━━━ DATASET

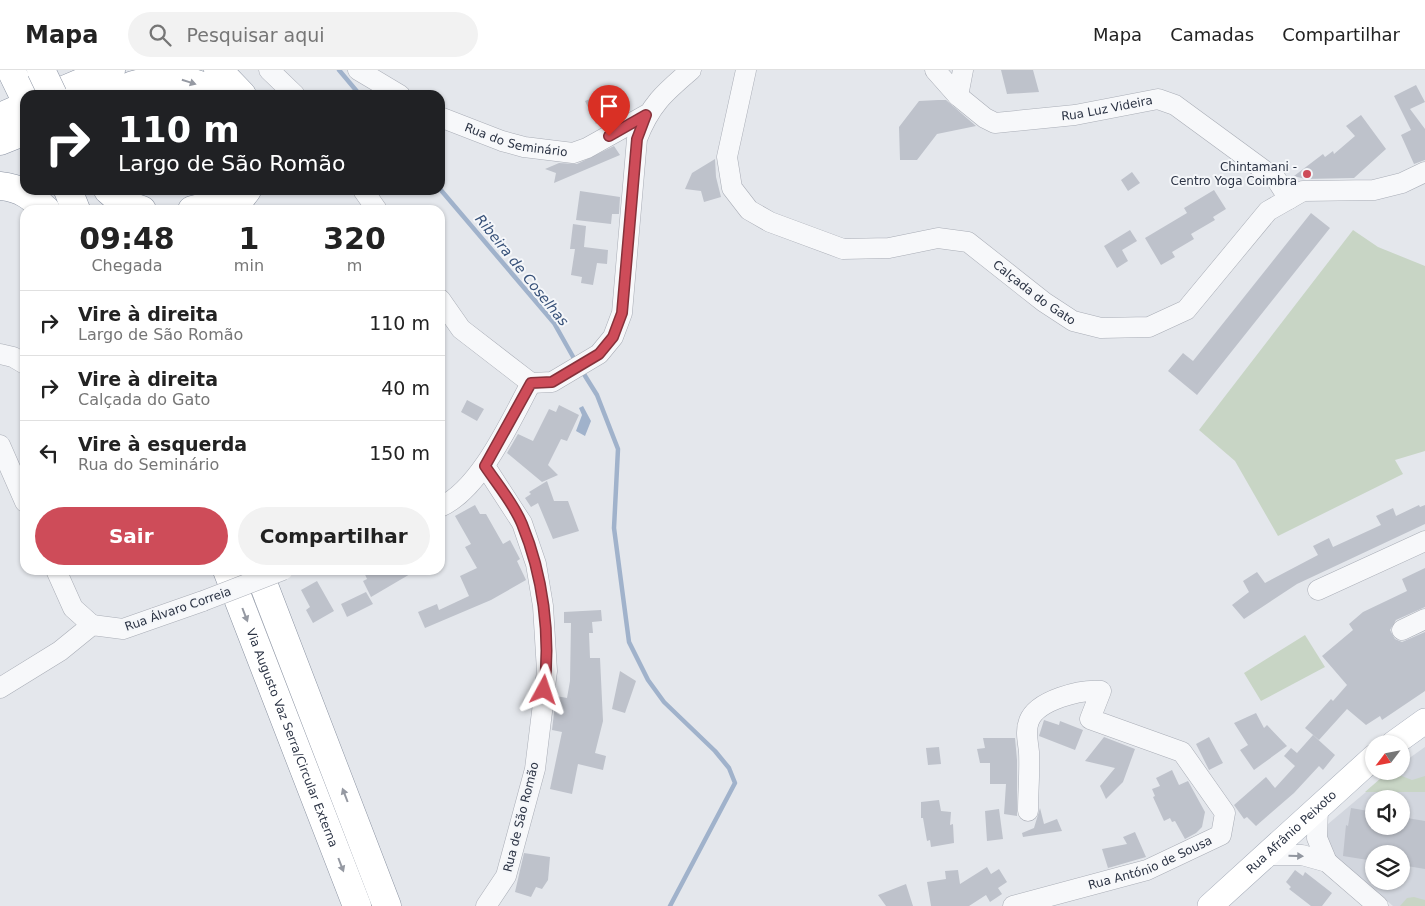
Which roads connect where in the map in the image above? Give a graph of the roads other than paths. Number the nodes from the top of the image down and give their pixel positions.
1 (12, 70) edge
2 (41, 70) edge
3 (111, 70) edge
4 (218, 70) edge
5 (269, 70) edge
6 (358, 70) edge
7 (691, 70) edge
8 (746, 70) edge
9 (935, 70) edge
10 (963, 70) edge
11 (21, 90) edge
12 (50, 90) edge
13 (64, 90) edge
14 (122, 90) edge
15 (211, 90) edge
16 (237, 90) edge
17 (290, 90) edge
18 (392, 90) edge
19 (958, 96) junction
20 (20, 108) edge
21 (646, 115) junction
22 (0, 117) edge
23 (445, 119) edge
24 (20, 133) edge
25 (0, 141) edge
26 (1425, 172) edge
27 (0, 186) edge
28 (20, 190) edge
29 (29, 195) edge
30 (114, 195) edge
31 (215, 195) edge
32 (1289, 199) junction
33 (40, 205) edge
34 (127, 205) edge
35 (206, 205) edge
36 (445, 306) edge
37 (0, 354) edge
38 (20, 361) edge
39 (531, 383) junction
40 (0, 445) edge
41 (485, 466) junction
42 (20, 491) edge
43 (445, 505) edge
44 (1425, 541) edge
45 (58, 575) edge
46 (229, 575) edge
47 (260, 575) edge
48 (270, 575) edge
49 (1318, 590) dead end
50 (1425, 619) edge
51 (92, 625) junction
52 (1402, 630) dead end
53 (0, 688) edge
54 (1425, 721) edge
55 (1406, 735) edge
56 (1365, 766) edge
57 (1318, 807) junction
58 (1028, 811) dead end
59 (1265, 856) junction
60 (1327, 862) junction
61 (357, 906) edge
62 (387, 906) edge
63 (486, 906) edge
64 (1013, 906) edge
65 (1210, 906) edge
66 (1378, 906) edge

1 - 11 highway
2 - 12 highway, bridge
3 - 13 highway
4 - 16 highway
5 - 17 street
6 - 18 street
7 - 21 street
8 - 32 street, Calçada do Gato
9 - 19 street, Rua Luz Videira
10 - 19 street
14 -> 15 highway
19 - 32 street, Rua Luz Videira
20 - 22 highway
21 - 23 street, Rua do Seminário
21 - 39 street
24 - 25 highway
26 - 32 street, Calçada do Gato
27 - 28 highway
29 - 33 highway
30 - 34 highway
31 - 35 highway
36 - 39 street
37 - 38 street
39 - 41 street
40 - 42 street
41 - 43 street
41 - 63 street, Rua de São Romão
44 - 49 street
45 - 51 street
46 -> 61 highway, Via Augusto Vaz Serra/Circular Externa
62 -> 47 highway
48 - 51 street, Rua Álvaro Correia, bridge
50 - 52 street
51 - 53 street
54 - 55 main road
56 - 57 main road, Rua Afrânio Peixoto
57 - 59 main road, Rua Afrânio Peixoto
57 - 60 street
58 - 64 street, Rua António de Sousa
59 -> 60 street
59 - 65 main road, Rua Afrânio Peixoto
60 - 66 street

━━━━━━

# WORK TO BE COMPLETED
Each record above, in full: return it exactly, pictures excluded.

# WRITTEN SOLUTION
Which roads connect where in the map in the image above? Give a graph of the roads other than paths. Number the nodes from the top of the image down and give their pixel positions.
1 (12, 70) edge
2 (41, 70) edge
3 (111, 70) edge
4 (218, 70) edge
5 (269, 70) edge
6 (358, 70) edge
7 (691, 70) edge
8 (746, 70) edge
9 (935, 70) edge
10 (963, 70) edge
11 (21, 90) edge
12 (50, 90) edge
13 (64, 90) edge
14 (122, 90) edge
15 (211, 90) edge
16 (237, 90) edge
17 (290, 90) edge
18 (392, 90) edge
19 (958, 96) junction
20 (20, 108) edge
21 (646, 115) junction
22 (0, 117) edge
23 (445, 119) edge
24 (20, 133) edge
25 (0, 141) edge
26 (1425, 172) edge
27 (0, 186) edge
28 (20, 190) edge
29 (29, 195) edge
30 (114, 195) edge
31 (215, 195) edge
32 (1289, 199) junction
33 (40, 205) edge
34 (127, 205) edge
35 (206, 205) edge
36 (445, 306) edge
37 (0, 354) edge
38 (20, 361) edge
39 (531, 383) junction
40 (0, 445) edge
41 (485, 466) junction
42 (20, 491) edge
43 (445, 505) edge
44 (1425, 541) edge
45 (58, 575) edge
46 (229, 575) edge
47 (260, 575) edge
48 (270, 575) edge
49 (1318, 590) dead end
50 (1425, 619) edge
51 (92, 625) junction
52 (1402, 630) dead end
53 (0, 688) edge
54 (1425, 721) edge
55 (1406, 735) edge
56 (1365, 766) edge
57 (1318, 807) junction
58 (1028, 811) dead end
59 (1265, 856) junction
60 (1327, 862) junction
61 (357, 906) edge
62 (387, 906) edge
63 (486, 906) edge
64 (1013, 906) edge
65 (1210, 906) edge
66 (1378, 906) edge

1 - 11 highway
2 - 12 highway, bridge
3 - 13 highway
4 - 16 highway
5 - 17 street
6 - 18 street
7 - 21 street
8 - 32 street, Calçada do Gato
9 - 19 street, Rua Luz Videira
10 - 19 street
14 -> 15 highway
19 - 32 street, Rua Luz Videira
20 - 22 highway
21 - 23 street, Rua do Seminário
21 - 39 street
24 - 25 highway
26 - 32 street, Calçada do Gato
27 - 28 highway
29 - 33 highway
30 - 34 highway
31 - 35 highway
36 - 39 street
37 - 38 street
39 - 41 street
40 - 42 street
41 - 43 street
41 - 63 street, Rua de São Romão
44 - 49 street
45 - 51 street
46 -> 61 highway, Via Augusto Vaz Serra/Circular Externa
62 -> 47 highway
48 - 51 street, Rua Álvaro Correia, bridge
50 - 52 street
51 - 53 street
54 - 55 main road
56 - 57 main road, Rua Afrânio Peixoto
57 - 59 main road, Rua Afrânio Peixoto
57 - 60 street
58 - 64 street, Rua António de Sousa
59 -> 60 street
59 - 65 main road, Rua Afrânio Peixoto
60 - 66 street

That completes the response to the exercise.